**ASSIGNMENT**
The records below must be reproduced exactly. Strip out the pictures.

**DATA UNDER STUDY**
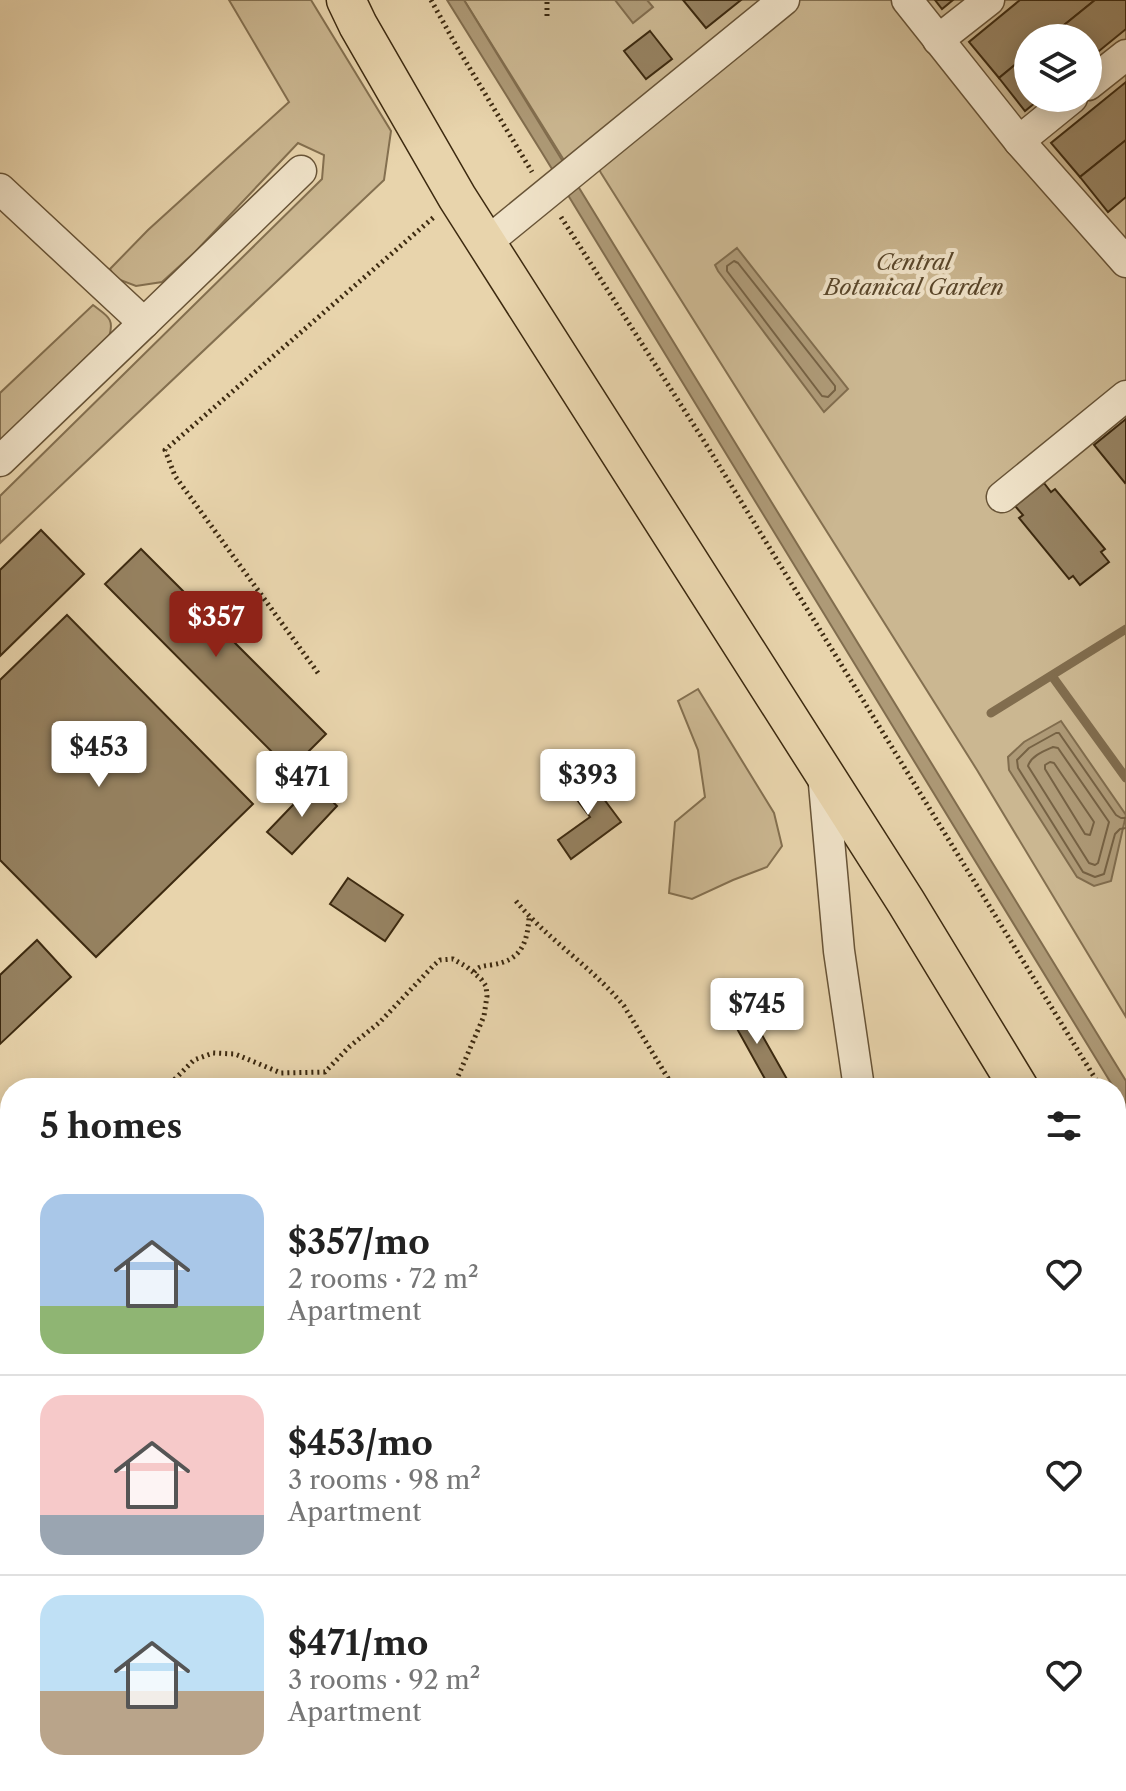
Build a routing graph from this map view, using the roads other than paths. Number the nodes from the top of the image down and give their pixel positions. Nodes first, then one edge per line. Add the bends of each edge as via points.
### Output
1 (346, 0) edge
2 (784, 0) edge
3 (907, 0) edge
4 (989, 0) edge
5 (938, 40) junction
6 (1126, 55) edge
7 (1102, 74) edge
8 (1055, 112) edge
9 (1019, 141) junction
10 (301, 171) dead end
11 (0, 189) edge
12 (1116, 231) edge
13 (486, 243) junction
14 (1126, 262) edge
15 (144, 323) junction
16 (1126, 396) edge
17 (0, 461) edge
18 (1002, 497) dead end
19 (823, 771) junction
20 (858, 1078) edge
21 (1013, 1078) edge

1 - 13 main road
2 - 13 street via 558,190
3 - 5 street
4 - 5 street
5 - 9 street
6 - 7 street
8 - 9 street
9 - 12 street
10 - 15 street
11 - 15 street
12 - 14 street
13 - 19 main road
15 - 17 street
16 - 18 street
19 - 20 street via 839,951
19 - 21 main road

**THE ANSWER**
Build a routing graph from this map view, using the roads other than paths. Number the nodes from the top of the image down and give their pixel positions. Nodes first, then one edge per line. Add the bends of each edge as via points.
### Output
1 (346, 0) edge
2 (784, 0) edge
3 (907, 0) edge
4 (989, 0) edge
5 (938, 40) junction
6 (1126, 55) edge
7 (1102, 74) edge
8 (1055, 112) edge
9 (1019, 141) junction
10 (301, 171) dead end
11 (0, 189) edge
12 (1116, 231) edge
13 (486, 243) junction
14 (1126, 262) edge
15 (144, 323) junction
16 (1126, 396) edge
17 (0, 461) edge
18 (1002, 497) dead end
19 (823, 771) junction
20 (858, 1078) edge
21 (1013, 1078) edge

1 - 13 main road
2 - 13 street via 558,190
3 - 5 street
4 - 5 street
5 - 9 street
6 - 7 street
8 - 9 street
9 - 12 street
10 - 15 street
11 - 15 street
12 - 14 street
13 - 19 main road
15 - 17 street
16 - 18 street
19 - 20 street via 839,951
19 - 21 main road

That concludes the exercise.